On this site you will find various projects from my workshop.

Most of my spare time is spent on either Electronics projects or in my metalwork shop.

I’ve worked in the Electronics/IT industry for more than 30 years now so hopefully I can share some of my projects, learn something along the way and hopefully motivate myself to be more productive!

My workshop is pretty well equipped both on the machinery side and electronics side. My electronic projects tend to be mostly surface mount device based. This seems to be frowned upon by most hobbyists but the truth is  – it makes tidy projects on small circuit boards.

I like working with platforms like the Arduino since my spare time is limited. I’ve spent enough time on Assembly language over the years to quickly become fond of the modern offerings!.

Hopefully you will find something here of interest. If you do, or have any comments/suggestions – let me know.







  1. Hi there,
    Great project site. Have you made this available for others to make?
    I’m interested in building the AS5311 sensor modules.

    Liked by 1 person

  2. Hello!
    Thank you for this great DIY project!

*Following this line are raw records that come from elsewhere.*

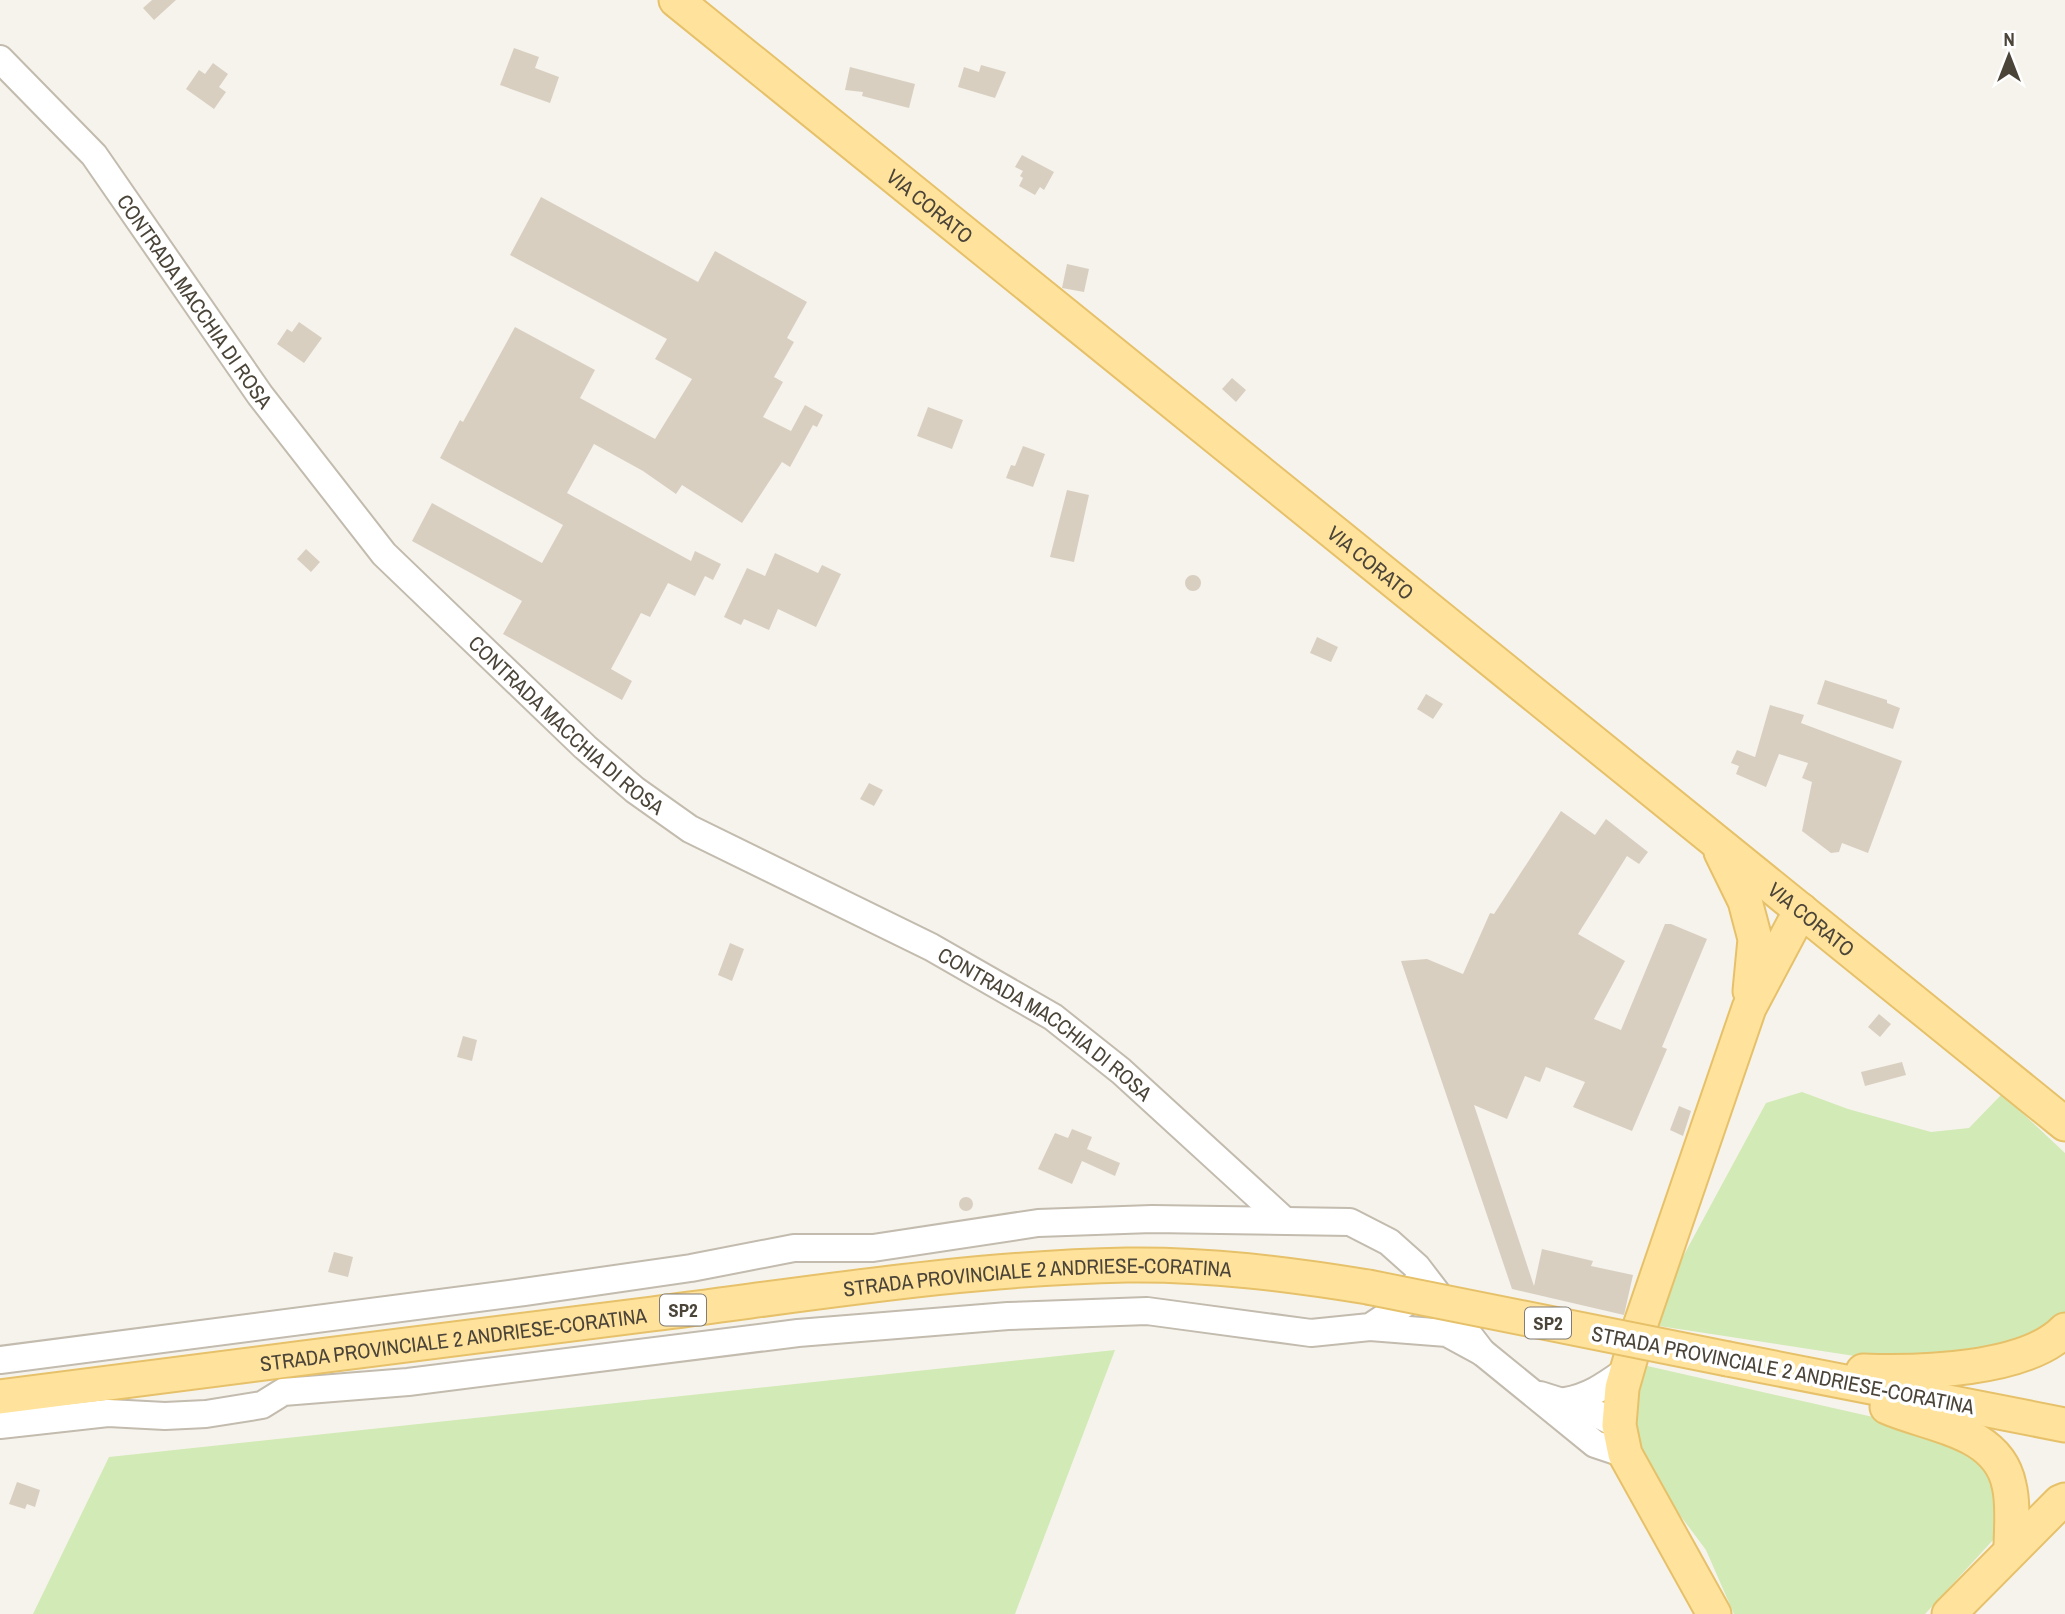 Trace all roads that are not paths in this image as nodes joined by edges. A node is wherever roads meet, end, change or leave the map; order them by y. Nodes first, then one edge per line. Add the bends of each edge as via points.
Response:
1 (676, 0) edge
2 (0, 58) edge
3 (1715, 841) junction
4 (1801, 910) junction
5 (1755, 939) junction
6 (1749, 1007) junction
7 (2065, 1124) edge
8 (1284, 1220) junction
9 (1417, 1267) junction
10 (1370, 1327) junction
11 (2065, 1330) edge
12 (1482, 1352) junction
13 (0, 1360) edge
14 (1767, 1367) junction
15 (1627, 1370) junction
16 (1824, 1378) junction
17 (1532, 1392) junction
18 (0, 1396) edge
19 (1565, 1401) junction
20 (0, 1425) edge
21 (2065, 1425) edge
22 (1622, 1440) junction
23 (2065, 1500) edge
24 (2011, 1550) junction
25 (1714, 1614) edge
26 (1950, 1614) edge

1 - 3 main road, VIA CORATO
2 - 8 street, CONTRADA MACCHIA DI ROSA via 94,155 260,395 384,554 585,747 690,829 931,947 1053,1017 1122,1071
3 - 4 main road, VIA CORATO
3 - 5 main road via 1745,901
4 - 5 main road via 1783,912 1768,921
4 - 6 main road
4 - 7 main road, VIA CORATO
5 - 6 main road
6 - 15 main road
8 - 9 street via 1350,1222 1389,1242
8 - 13 street via 1038,1223 873,1248 794,1248 524,1292
9 - 10 street via 1415,1297
9 - 12 street
10 - 12 street via 1447,1333
10 - 20 street via 1311,1333 1147,1311 1008,1316 798,1333 408,1382 283,1392 262,1405 206,1414 108,1413
11 - 14 main road via 2025,1354 1988,1364 1892,1372
12 - 17 street
14 - 16 main road, STRADA PROVINCIALE 2 ANDRIESE-CORATINA / SP2
14 - 18 main road, STRADA PROVINCIALE 2 ANDRIESE-CORATINA / SP2, bridge via 1368,1287 1237,1269 1130,1265 1019,1270 792,1296
15 - 19 street via 1580,1399
15 - 22 main road via 1622,1388
16 - 21 main road, STRADA PROVINCIALE 2 ANDRIESE-CORATINA / SP2
16 - 24 main road via 1897,1411 1964,1434 1991,1450 2010,1485
17 - 19 street
17 - 22 street via 1595,1444
19 - 22 street via 1591,1410
22 - 25 main road
23 - 24 main road
24 - 26 main road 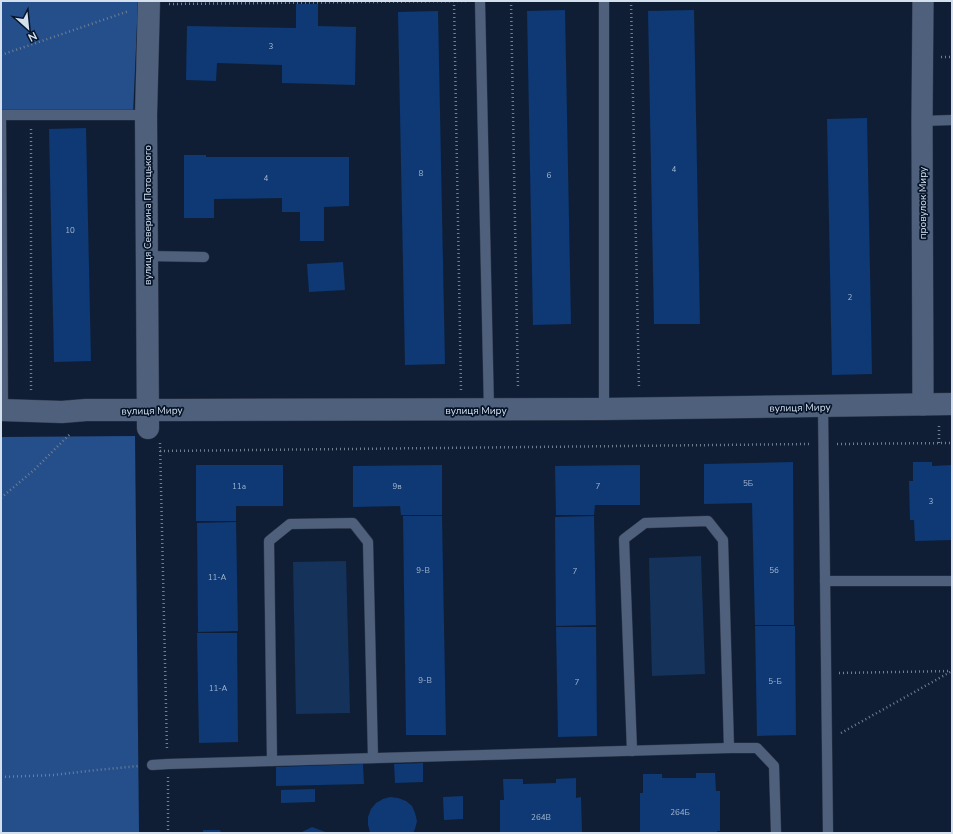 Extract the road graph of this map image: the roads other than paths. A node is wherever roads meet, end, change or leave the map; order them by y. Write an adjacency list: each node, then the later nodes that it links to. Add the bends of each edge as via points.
1 (480, 1): 15 (lane)
2 (604, 1): 12 (lane)
3 (923, 1): 8 (street, провулок Миру)
4 (149, 2): 5 (street, вулиця Северина Потоцького)
5 (146, 115): 6 (lane); 9 (street, вулиця Северина Потоцького)
6 (1, 116): 14 (lane)
7 (952, 120): 8 (lane)
8 (922, 121): 13 (street, провулок Миру)
9 (147, 256): 10 (lane); 16 (street, вулиця Северина Потоцького)
10 (204, 257)
11 (823, 406): 12 (street, вулиця Миру); 13 (street, вулиця Миру); 17 (lane)
12 (604, 409): 15 (street, вулиця Миру)
13 (938, 409)
14 (2, 410): 16 (street, вулиця Миру, via 86,410)
15 (489, 410): 16 (street, вулиця Миру)
16 (152, 425)
17 (825, 581): 18 (lane); 25 (lane)
18 (952, 581)
19 (729, 748): 20 (lane); 20 (lane, via 723,540 708,521 645,522 624,539); 24 (lane, via 757,748 774,766)
20 (632, 751): 21 (lane)
21 (373, 758): 22 (lane); 22 (lane, via 368,542 353,523 290,524 269,541)
22 (272, 761): 23 (lane)
23 (152, 765)
24 (776, 833)
25 (828, 833)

Could you tell us where to buy the AS5311 sensor and the LS7366 ?
    Congratulation for your project!


    1. Hi Alain,

      You can buy the AS5311 from either Digikey.com or direct from ams.com. Ams also sell 300mm lengths of magnetic strip. Longer lengths are available from Bogen-electronic.com but they have a minimum order value.
      The LS7366 is available from omnipro.net.



  3. Peter great project! Thanks for sharing.
    Before my question have to say I’m new to Arduino please take this in consideration before reading my question.
    AS5311 have SSI output why not use this straight away? Mean, taking downgraded incremental and converting it to serial ?
    Thank you in advance


    1. Hi,

      I used the quadrature outputs because it was more simple.
      With my project the pulse counting is all done by the LS7366 chips. This means I do not loose position. If I counted directly with the Arduino, on x,y and z and had to drive the display, I do not think the Arduino would keep up.
      I also wanted to avoid having to write an SSI interface and having to use interupts. SPI to the LS7366 looked a lot easier to me!
      With the quadrature outputs I get 0.002mm resolution. Plenty for me.
      I guess if you really want the extra resolution with the SSI interface then one Arduino per axis will probably work fine.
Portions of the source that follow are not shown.